Innerhalb des politischen Diskurses gebe es aber Tabuthemen, darüber sind sich alle drei einig. Mit diesen Themen polarisieren vor allem rechtspopulistische Parteien. "Dagegen müssen die demokratischen Parteien natürlich zusammenhalten", sagt Bausback. Schulze stimmt dem klar zu: "In den Farben getrennt, in der Sache hoffentlich vereint." Der demokratische Grundkonsens innerhalb der Gesellschaft könne primär durch Bildungsmaßnahmen gestärkt werden, sagen Bausback und Schulze. Dazu zählt auch generationsübergreifende Medienkompetenz, um Social-Media-Kanälen bei der Verbreitung von Fake-News und Hass den Wind aus den Segeln zu nehmen.
Die Verantwortung der Tech-Konzerne
Der Staat könne viele Probleme jedoch nicht alleine lösen, betont Bausback.

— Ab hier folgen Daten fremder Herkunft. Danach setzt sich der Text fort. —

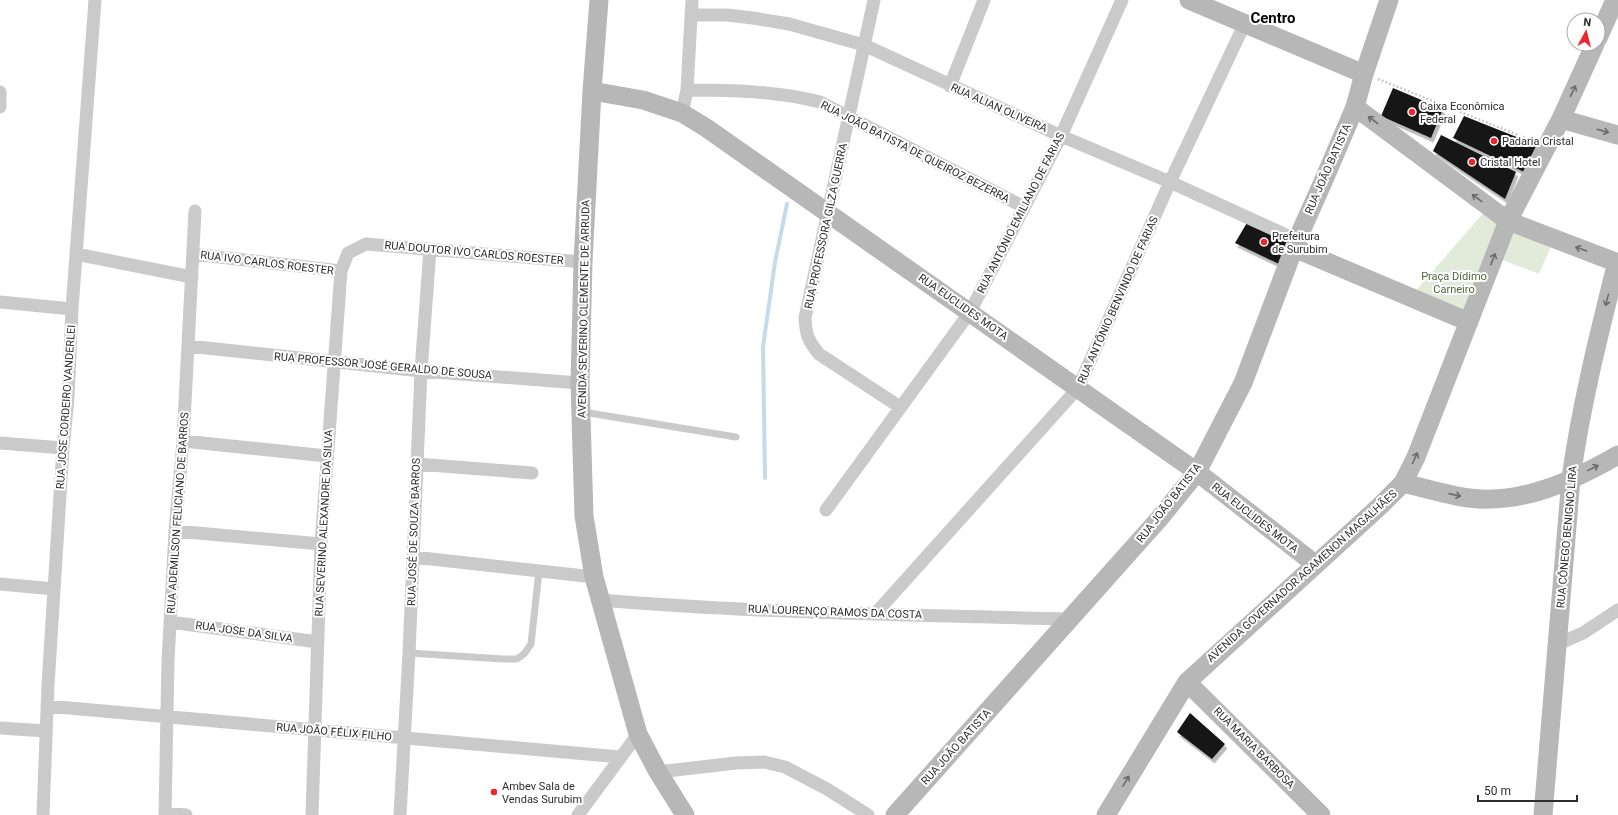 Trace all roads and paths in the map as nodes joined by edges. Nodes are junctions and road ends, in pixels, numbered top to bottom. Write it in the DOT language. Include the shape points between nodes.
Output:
graph roads {
  1 [pos="95,0"];
  2 [pos="599,0"];
  3 [pos="692,0"];
  4 [pos="874,0"];
  5 [pos="984,0"];
  6 [pos="1122,0"];
  7 [pos="1189,0"];
  8 [pos="1389,0"];
  9 [pos="1615,0"];
  10 [pos="691,15"];
  11 [pos="1606,20"];
  12 [pos="1244,23"];
  13 [pos="864,45"];
  14 [pos="1591,52"];
  15 [pos="1364,74"];
  16 [pos="950,86"];
  17 [pos="687,90"];
  18 [pos="592,91"];
  19 [pos="0,92"];
  20 [pos="0,107"];
  21 [pos="1355,107"];
  22 [pos="682,113"];
  23 [pos="850,117"];
  24 [pos="1561,119"];
  25 [pos="1618,134"];
  26 [pos="1061,136"];
  27 [pos="1546,146"];
  28 [pos="1170,182"];
  29 [pos="1024,207"];
  30 [pos="195,211"];
  31 [pos="828,212"];
  32 [pos="1508,222"];
  33 [pos="366,244"];
  34 [pos="1295,244"];
  35 [pos="430,249"];
  36 [pos="76,254"];
  37 [pos="193,254"];
  38 [pos="583,262"];
  39 [pos="1617,262"];
  40 [pos="341,271"];
  41 [pos="192,277"];
  42 [pos="0,302"];
  43 [pos="72,309"];
  44 [pos="970,312"];
  45 [pos="1469,322"];
  46 [pos="188,346"];
  47 [pos="333,363"];
  48 [pos="422,371"];
  49 [pos="580,382"];
  50 [pos="1078,388"];
  51 [pos="900,407"];
  52 [pos="580,412"];
  53 [pos="736,437"];
  54 [pos="183,441"];
  55 [pos="0,443"];
  56 [pos="62,448"];
  57 [pos="1618,455"];
  58 [pos="327,456"];
  59 [pos="417,464"];
  60 [pos="1197,472"];
  61 [pos="532,473"];
  62 [pos="1571,478"];
  63 [pos="1403,483"];
  64 [pos="826,510"];
  65 [pos="175,531"];
  66 [pos="321,544"];
  67 [pos="413,557"];
  68 [pos="1315,564"];
  69 [pos="539,571"];
  70 [pos="594,577"];
  71 [pos="0,584"];
  72 [pos="54,589"];
  73 [pos="600,600"];
  74 [pos="1618,610"];
  75 [pos="875,614"];
  76 [pos="1070,619"];
  77 [pos="170,622"];
  78 [pos="318,642"];
  79 [pos="1558,644"];
  80 [pos="409,653"];
  81 [pos="1186,682"];
  82 [pos="47,706"];
  83 [pos="166,717"];
  84 [pos="0,728"];
  85 [pos="314,730"];
  86 [pos="46,731"];
  87 [pos="638,734"];
  88 [pos="404,738"];
  89 [pos="620,757"];
  90 [pos="658,772"];
  91 [pos="165,814"];
  92 [pos="43,815"];
  93 [pos="186,815"];
  94 [pos="312,815"];
  95 [pos="400,815"];
  96 [pos="578,815"];
  97 [pos="686,815"];
  98 [pos="868,815"];
  99 [pos="895,815"];
  100 [pos="1106,815"];
  101 [pos="1321,815"];
  102 [pos="1543,815"];
  1 -- 36 [label="street, RUA JOSE CORDEIRO VANDERLEI"];
  2 -- 18 [label="main road, AVENIDA SEVERINO CLEMENTE DE ARRUDA"];
  3 -- 10 [label="street"];
  4 -- 13 [label="street, RUA PROFESSORA GILZA GUERRA"];
  5 -- 16 [label="street"];
  6 -- 26 [label="street, RUA ANTÔNIO EMILIANO DE FARIAS"];
  7 -- 12 [label="main road"];
  8 -- 15 [label="main road, RUA JOÃO BATISTA"];
  9 -- 11 [label="main road"];
  10 -- 13 [label="street, RUA ALIAN OLIVEIRA" via="727,15 788,24"];
  10 -- 17 [label="street"];
  12 -- 15 [label="main road"];
  12 -- 28 [label="street, RUA ANTÔNIO BENVINDO DE FARIAS"];
  13 -- 16 [label="street, RUA ALIAN OLIVEIRA"];
  13 -- 23 [label="street, RUA PROFESSORA GILZA GUERRA"];
  24 -- 14 [label="main road, AVENIDA GOVERNADOR AGAMENON MAGALHÃES, one-way"];
  15 -- 21 [label="main road, RUA JOÃO BATISTA"];
  15 -- 27 [label="path"];
  16 -- 26 [label="street, RUA ALIAN OLIVEIRA"];
  17 -- 22 [label="street"];
  17 -- 23 [label="street, RUA JOÃO BATISTA DE QUEIROZ BEZERRA" via="774,93 800,97 820,102"];
  18 -- 22 [label="main road, RUA EUCLIDES MOTA" via="644,100"];
  18 -- 38 [label="main road, AVENIDA SEVERINO CLEMENTE DE ARRUDA"];
  19 -- 20 [label="street"];
  32 -- 21 [label="main road, one-way"];
  21 -- 34 [label="main road, RUA JOÃO BATISTA"];
  22 -- 31 [label="main road, RUA EUCLIDES MOTA"];
  23 -- 29 [label="street, RUA JOÃO BATISTA DE QUEIROZ BEZERRA"];
  23 -- 31 [label="street, RUA PROFESSORA GILZA GUERRA"];
  24 -- 25 [label="main road, one-way"];
  24 -- 27 [label="main road, AVENIDA GOVERNADOR AGAMENON MAGALHÃES"];
  26 -- 28 [label="street, RUA ALIAN OLIVEIRA"];
  26 -- 29 [label="street, RUA ANTÔNIO EMILIANO DE FARIAS"];
  27 -- 32 [label="main road, AVENIDA GOVERNADOR AGAMENON MAGALHÃES"];
  28 -- 34 [label="street, RUA ALIAN OLIVEIRA"];
  28 -- 50 [label="street, RUA ANTÔNIO BENVINDO DE FARIAS"];
  29 -- 44 [label="street, RUA ANTÔNIO EMILIANO DE FARIAS"];
  30 -- 37 [label="street, RUA ADEMILSON FELICIANO DE BARROS"];
  31 -- 44 [label="main road, RUA EUCLIDES MOTA"];
  31 -- 51 [label="street, RUA PROFESSORA GILZA GUERRA" via="805,318 806,334 819,354"];
  39 -- 32 [label="main road, one-way"];
  45 -- 32 [label="main road, AVENIDA GOVERNADOR AGAMENON MAGALHÃES, one-way"];
  33 -- 35 [label="street, RUA DOUTOR IVO CARLOS ROESTER"];
  33 -- 40 [label="street, RUA SEVERINO ALEXANDRE DA SILVA" via="348,253"];
  34 -- 45 [label="main road"];
  34 -- 60 [label="main road, RUA JOÃO BATISTA" via="1243,383"];
  35 -- 38 [label="street, RUA DOUTOR IVO CARLOS ROESTER"];
  35 -- 48 [label="street, RUA JOSÉ DE SOUZA BARROS"];
  36 -- 41 [label="street"];
  36 -- 43 [label="street, RUA JOSE CORDEIRO VANDERLEI"];
  37 -- 40 [label="street, RUA IVO CARLOS ROESTER"];
  37 -- 41 [label="street, RUA ADEMILSON FELICIANO DE BARROS"];
  38 -- 49 [label="main road, AVENIDA SEVERINO CLEMENTE DE ARRUDA"];
  39 -- 62 [label="main road, RUA CÔNEGO BENIGNO LIRA, one-way" via="1586,389"];
  40 -- 47 [label="street, RUA SEVERINO ALEXANDRE DA SILVA"];
  41 -- 46 [label="street, RUA ADEMILSON FELICIANO DE BARROS"];
  42 -- 43 [label="street"];
  43 -- 56 [label="street, RUA JOSE CORDEIRO VANDERLEI" via="68,398"];
  44 -- 50 [label="main road, RUA EUCLIDES MOTA"];
  44 -- 51 [label="street, RUA ANTÔNIO EMILIANO DE FARIAS"];
  63 -- 45 [label="main road, AVENIDA GOVERNADOR AGAMENON MAGALHÃES, one-way" via="1416,457"];
  46 -- 47 [label="street, RUA PROFESSOR JOSÉ GERALDO DE SOUSA"];
  46 -- 54 [label="street, RUA ADEMILSON FELICIANO DE BARROS"];
  47 -- 48 [label="street, RUA PROFESSOR JOSÉ GERALDO DE SOUSA"];
  47 -- 58 [label="street, RUA SEVERINO ALEXANDRE DA SILVA"];
  48 -- 49 [label="street, RUA PROFESSOR JOSÉ GERALDO DE SOUSA"];
  48 -- 59 [label="street, RUA JOSÉ DE SOUZA BARROS"];
  49 -- 52 [label="main road, AVENIDA SEVERINO CLEMENTE DE ARRUDA"];
  50 -- 60 [label="main road, RUA EUCLIDES MOTA"];
  50 -- 75 [label="street, RUA ANTÔNIO BENVINDO DE FARIAS"];
  51 -- 64 [label="street, RUA ANTÔNIO EMILIANO DE FARIAS"];
  52 -- 53 [label="lane"];
  52 -- 70 [label="main road, AVENIDA SEVERINO CLEMENTE DE ARRUDA" via="584,516"];
  54 -- 58 [label="street"];
  54 -- 65 [label="street, RUA ADEMILSON FELICIANO DE BARROS"];
  55 -- 56 [label="street"];
  56 -- 72 [label="street, RUA JOSE CORDEIRO VANDERLEI"];
  62 -- 57 [label="main road, one-way"];
  58 -- 66 [label="street, RUA SEVERINO ALEXANDRE DA SILVA"];
  59 -- 61 [label="street"];
  59 -- 67 [label="street, RUA JOSÉ DE SOUZA BARROS"];
  60 -- 68 [label="main road, RUA EUCLIDES MOTA"];
  60 -- 76 [label="main road, RUA JOÃO BATISTA"];
  63 -- 62 [label="main road, one-way" via="1468,498 1500,499 1530,494"];
  62 -- 79 [label="main road, RUA CÔNEGO BENIGNO LIRA"];
  63 -- 68 [label="main road, AVENIDA GOVERNADOR AGAMENON MAGALHÃES"];
  65 -- 66 [label="street"];
  65 -- 77 [label="street, RUA ADEMILSON FELICIANO DE BARROS"];
  66 -- 78 [label="street, RUA SEVERINO ALEXANDRE DA SILVA"];
  67 -- 69 [label="street"];
  67 -- 80 [label="street, RUA JOSÉ DE SOUZA BARROS"];
  68 -- 81 [label="main road, AVENIDA GOVERNADOR AGAMENON MAGALHÃES"];
  69 -- 70 [label="street"];
  69 -- 80 [label="lane" via="531,644 517,659"];
  70 -- 73 [label="main road, AVENIDA SEVERINO CLEMENTE DE ARRUDA"];
  71 -- 72 [label="street"];
  72 -- 82 [label="street, RUA JOSE CORDEIRO VANDERLEI"];
  73 -- 75 [label="street, RUA LOURENÇO RAMOS DA COSTA" via="676,606"];
  73 -- 87 [label="main road, AVENIDA SEVERINO CLEMENTE DE ARRUDA"];
  74 -- 79 [label="street" via="1583,633"];
  75 -- 76 [label="street, RUA LOURENÇO RAMOS DA COSTA"];
  76 -- 99 [label="main road, RUA JOÃO BATISTA"];
  77 -- 78 [label="street, RUA JOSE DA SILVA"];
  77 -- 83 [label="street, RUA ADEMILSON FELICIANO DE BARROS"];
  78 -- 85 [label="street, RUA SEVERINO ALEXANDRE DA SILVA"];
  79 -- 102 [label="main road, RUA CÔNEGO BENIGNO LIRA"];
  80 -- 88 [label="street, RUA JOSÉ DE SOUZA BARROS"];
  100 -- 81 [label="main road, AVENIDA GOVERNADOR AGAMENON MAGALHÃES, one-way"];
  81 -- 101 [label="main road, RUA MARIA BARBOSA"];
  82 -- 83 [label="street, RUA JOÃO FÉLIX FILHO"];
  82 -- 86 [label="street, RUA JOSE CORDEIRO VANDERLEI"];
  83 -- 85 [label="street, RUA JOÃO FÉLIX FILHO"];
  83 -- 91 [label="street, RUA ADEMILSON FELICIANO DE BARROS"];
  84 -- 86 [label="street"];
  85 -- 88 [label="street, RUA JOÃO FÉLIX FILHO"];
  85 -- 94 [label="street, RUA SEVERINO ALEXANDRE DA SILVA"];
  86 -- 92 [label="street, RUA JOSE CORDEIRO VANDERLEI"];
  87 -- 89 [label="street"];
  87 -- 90 [label="main road, AVENIDA SEVERINO CLEMENTE DE ARRUDA"];
  88 -- 89 [label="street, RUA JOÃO FÉLIX FILHO"];
  88 -- 95 [label="street, RUA JOSÉ DE SOUZA BARROS"];
  89 -- 96 [label="street"];
  90 -- 97 [label="main road, AVENIDA SEVERINO CLEMENTE DE ARRUDA"];
  90 -- 98 [label="street" via="764,762 785,767"];
  91 -- 93 [label="street"];
}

Plattformen wie Facebook und Instagram sind zu intransparent, um von außen auf die Diskurse dort Einfluss zu nehmen. "Wir müssen die Tech-Konzerne in die Verantwortung nehmen. Das kann weder der Bayerische Landtag noch die Staatsregierung oder die Bundesrepublik Deutschland alleine", pflichtet Schulze bei. Gemeinsam mit der EU, bestenfalls auch mit den USA sollen Lösungen gefunden werden. "An diesem Punkt bin ich überzeugter Europäer. Wir brauchen zumindest bei der Regulierung im Netz alle europäischen Staaten", sagt Bausback.